Well, I had to load the dishwasher, but then it said, "Let me take
it from here, so you can go relax." I was dreaming, of course. I
will never hear those words except in my dreams.
I have accustomed myself to that fate, but it doesn't mean I
can't wish for a break now and then.
In fact, there seems to be more work to do now, even with all the
advances in technology. Those advances have made it possible to get
a task done more quickly, so that you can fit more tasks into your
day.
Still, a girl's got to prioritize. Some tasks would necessarily
fall to the bottom of the to-do list. For example, when was the last
time you darned socks or ironed bed sheets? Collectively, we have
realized that socks are considered disposable. If they have a hole
in them, it takes much less time and effort to go buy another pair,
rather than wasting precious time trying to darn them. As for
ironing bed sheets? Really?
Of course, one could argue that while I was sitting in my living
room, letting the dishwasher do my work, I could have been darning
socks. However, I would advise all lifetime volunteers to draw the
line somewhere. Darning socks is where I drew mine.
As for ironing, most of us have discovered that if your clothes
get hung up or folded promptly after drying, ironing is not
necessary. Besides, as a nation, we have apparently decided that a
few wrinkles are acceptable, and sometimes even desired.
When the fashion world declared that wrinkles were in, women
everywhere wryly noted that after high heels, pantyhose, miniskirts
and thong underwear, the world finally got something right.

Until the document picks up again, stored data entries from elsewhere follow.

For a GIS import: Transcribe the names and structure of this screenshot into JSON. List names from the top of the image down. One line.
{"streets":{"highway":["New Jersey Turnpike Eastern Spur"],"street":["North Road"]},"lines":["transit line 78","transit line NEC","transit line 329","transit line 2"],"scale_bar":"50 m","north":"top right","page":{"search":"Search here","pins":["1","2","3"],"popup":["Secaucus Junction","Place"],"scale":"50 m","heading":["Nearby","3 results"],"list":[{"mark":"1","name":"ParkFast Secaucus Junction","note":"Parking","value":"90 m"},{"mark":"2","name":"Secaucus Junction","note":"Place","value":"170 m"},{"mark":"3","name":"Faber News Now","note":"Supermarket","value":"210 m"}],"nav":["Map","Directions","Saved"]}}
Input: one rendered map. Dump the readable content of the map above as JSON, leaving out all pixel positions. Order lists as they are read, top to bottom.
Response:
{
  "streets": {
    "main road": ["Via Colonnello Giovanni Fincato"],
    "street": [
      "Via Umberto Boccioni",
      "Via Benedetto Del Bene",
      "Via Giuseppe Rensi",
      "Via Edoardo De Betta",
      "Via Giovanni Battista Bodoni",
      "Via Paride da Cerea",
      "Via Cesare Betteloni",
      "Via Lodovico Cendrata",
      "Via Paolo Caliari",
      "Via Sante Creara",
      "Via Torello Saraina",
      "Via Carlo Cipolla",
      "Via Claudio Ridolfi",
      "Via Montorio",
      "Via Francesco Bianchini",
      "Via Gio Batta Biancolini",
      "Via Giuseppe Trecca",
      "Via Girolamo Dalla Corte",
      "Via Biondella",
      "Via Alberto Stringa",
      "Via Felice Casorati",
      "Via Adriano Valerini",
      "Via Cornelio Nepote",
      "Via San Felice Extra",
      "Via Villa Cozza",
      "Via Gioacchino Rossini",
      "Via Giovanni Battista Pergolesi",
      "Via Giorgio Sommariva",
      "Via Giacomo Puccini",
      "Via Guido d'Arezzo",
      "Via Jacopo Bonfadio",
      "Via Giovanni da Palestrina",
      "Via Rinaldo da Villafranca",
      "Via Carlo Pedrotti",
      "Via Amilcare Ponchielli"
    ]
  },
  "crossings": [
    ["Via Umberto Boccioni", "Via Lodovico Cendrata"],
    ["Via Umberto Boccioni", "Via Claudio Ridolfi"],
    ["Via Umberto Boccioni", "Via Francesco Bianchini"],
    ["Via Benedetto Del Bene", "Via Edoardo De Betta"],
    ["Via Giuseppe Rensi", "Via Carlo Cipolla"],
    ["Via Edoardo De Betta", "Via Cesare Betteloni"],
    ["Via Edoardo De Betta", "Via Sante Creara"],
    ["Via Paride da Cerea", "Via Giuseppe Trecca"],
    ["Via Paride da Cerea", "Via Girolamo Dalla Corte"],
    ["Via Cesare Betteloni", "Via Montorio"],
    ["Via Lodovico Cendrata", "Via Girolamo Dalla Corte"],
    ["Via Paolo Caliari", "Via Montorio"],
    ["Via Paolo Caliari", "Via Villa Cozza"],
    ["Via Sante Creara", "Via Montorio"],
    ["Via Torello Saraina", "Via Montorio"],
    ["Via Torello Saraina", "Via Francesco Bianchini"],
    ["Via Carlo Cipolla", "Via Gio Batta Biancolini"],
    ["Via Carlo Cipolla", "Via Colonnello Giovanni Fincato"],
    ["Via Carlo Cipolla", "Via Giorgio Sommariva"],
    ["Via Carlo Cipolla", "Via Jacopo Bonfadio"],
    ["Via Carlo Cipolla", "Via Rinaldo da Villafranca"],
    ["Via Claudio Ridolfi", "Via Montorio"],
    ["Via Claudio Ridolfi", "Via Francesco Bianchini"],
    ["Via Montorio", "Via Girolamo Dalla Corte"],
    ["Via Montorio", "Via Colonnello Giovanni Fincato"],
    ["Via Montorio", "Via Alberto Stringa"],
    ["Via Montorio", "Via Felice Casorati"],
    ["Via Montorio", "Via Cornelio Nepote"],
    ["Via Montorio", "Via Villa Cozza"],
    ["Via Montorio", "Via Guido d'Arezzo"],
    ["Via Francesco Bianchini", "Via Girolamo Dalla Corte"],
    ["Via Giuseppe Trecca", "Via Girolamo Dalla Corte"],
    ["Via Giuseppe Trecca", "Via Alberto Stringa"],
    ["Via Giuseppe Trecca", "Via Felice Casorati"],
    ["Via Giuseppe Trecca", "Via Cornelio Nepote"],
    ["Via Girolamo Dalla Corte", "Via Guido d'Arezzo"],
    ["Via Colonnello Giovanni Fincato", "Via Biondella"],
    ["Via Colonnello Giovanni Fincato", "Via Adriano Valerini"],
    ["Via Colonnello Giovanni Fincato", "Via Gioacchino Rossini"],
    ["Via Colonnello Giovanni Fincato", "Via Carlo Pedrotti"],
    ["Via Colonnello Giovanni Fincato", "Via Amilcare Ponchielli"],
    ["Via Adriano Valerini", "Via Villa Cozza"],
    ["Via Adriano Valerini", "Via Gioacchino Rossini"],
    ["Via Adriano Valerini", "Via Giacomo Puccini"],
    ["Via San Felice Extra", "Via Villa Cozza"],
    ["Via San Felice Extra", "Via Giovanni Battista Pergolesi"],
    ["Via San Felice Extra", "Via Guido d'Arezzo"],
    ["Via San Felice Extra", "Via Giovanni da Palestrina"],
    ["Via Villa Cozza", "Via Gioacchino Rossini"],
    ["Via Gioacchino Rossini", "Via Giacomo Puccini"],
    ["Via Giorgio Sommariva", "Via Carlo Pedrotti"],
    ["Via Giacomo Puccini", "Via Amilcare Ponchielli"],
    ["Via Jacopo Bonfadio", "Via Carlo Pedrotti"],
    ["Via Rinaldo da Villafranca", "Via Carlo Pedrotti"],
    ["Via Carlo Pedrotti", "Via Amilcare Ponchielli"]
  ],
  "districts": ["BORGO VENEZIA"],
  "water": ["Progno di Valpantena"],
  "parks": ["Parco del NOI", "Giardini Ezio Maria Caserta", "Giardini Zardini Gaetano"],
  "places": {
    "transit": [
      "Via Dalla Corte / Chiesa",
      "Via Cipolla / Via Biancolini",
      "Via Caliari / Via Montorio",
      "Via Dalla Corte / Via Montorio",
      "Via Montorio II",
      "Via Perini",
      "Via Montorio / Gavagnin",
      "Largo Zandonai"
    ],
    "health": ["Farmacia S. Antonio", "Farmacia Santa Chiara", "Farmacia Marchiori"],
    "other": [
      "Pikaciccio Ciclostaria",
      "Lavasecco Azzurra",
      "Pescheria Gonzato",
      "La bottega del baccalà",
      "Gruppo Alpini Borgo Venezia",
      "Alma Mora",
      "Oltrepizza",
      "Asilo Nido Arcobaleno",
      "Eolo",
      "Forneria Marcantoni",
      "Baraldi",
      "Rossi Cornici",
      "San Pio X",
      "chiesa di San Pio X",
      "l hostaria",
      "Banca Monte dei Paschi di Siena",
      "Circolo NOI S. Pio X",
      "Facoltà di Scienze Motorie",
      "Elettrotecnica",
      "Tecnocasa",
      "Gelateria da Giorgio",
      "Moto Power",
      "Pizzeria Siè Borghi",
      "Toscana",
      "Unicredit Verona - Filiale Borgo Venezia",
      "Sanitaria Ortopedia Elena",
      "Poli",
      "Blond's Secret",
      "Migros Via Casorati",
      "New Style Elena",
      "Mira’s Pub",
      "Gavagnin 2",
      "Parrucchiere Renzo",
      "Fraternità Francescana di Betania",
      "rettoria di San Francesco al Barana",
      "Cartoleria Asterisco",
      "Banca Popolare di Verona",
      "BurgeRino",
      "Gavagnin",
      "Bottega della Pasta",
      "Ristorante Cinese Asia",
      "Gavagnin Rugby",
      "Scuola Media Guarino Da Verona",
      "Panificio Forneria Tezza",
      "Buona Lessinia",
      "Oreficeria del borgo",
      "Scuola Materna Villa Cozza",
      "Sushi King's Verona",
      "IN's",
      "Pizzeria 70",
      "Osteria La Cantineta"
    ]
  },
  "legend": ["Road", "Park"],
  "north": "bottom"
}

With regard to thong underwear, I'd rather have panty lines, but
don't get me started…
I digress… (but with good reason!).
Anyway, it's clear to me that there is a man in charge of doing
the research and development on household appliances. I know this
because a women still has to push a vacuum around the house. A man
can ride around the backyard on a garden tractor to cut the grass
and he'll call it work.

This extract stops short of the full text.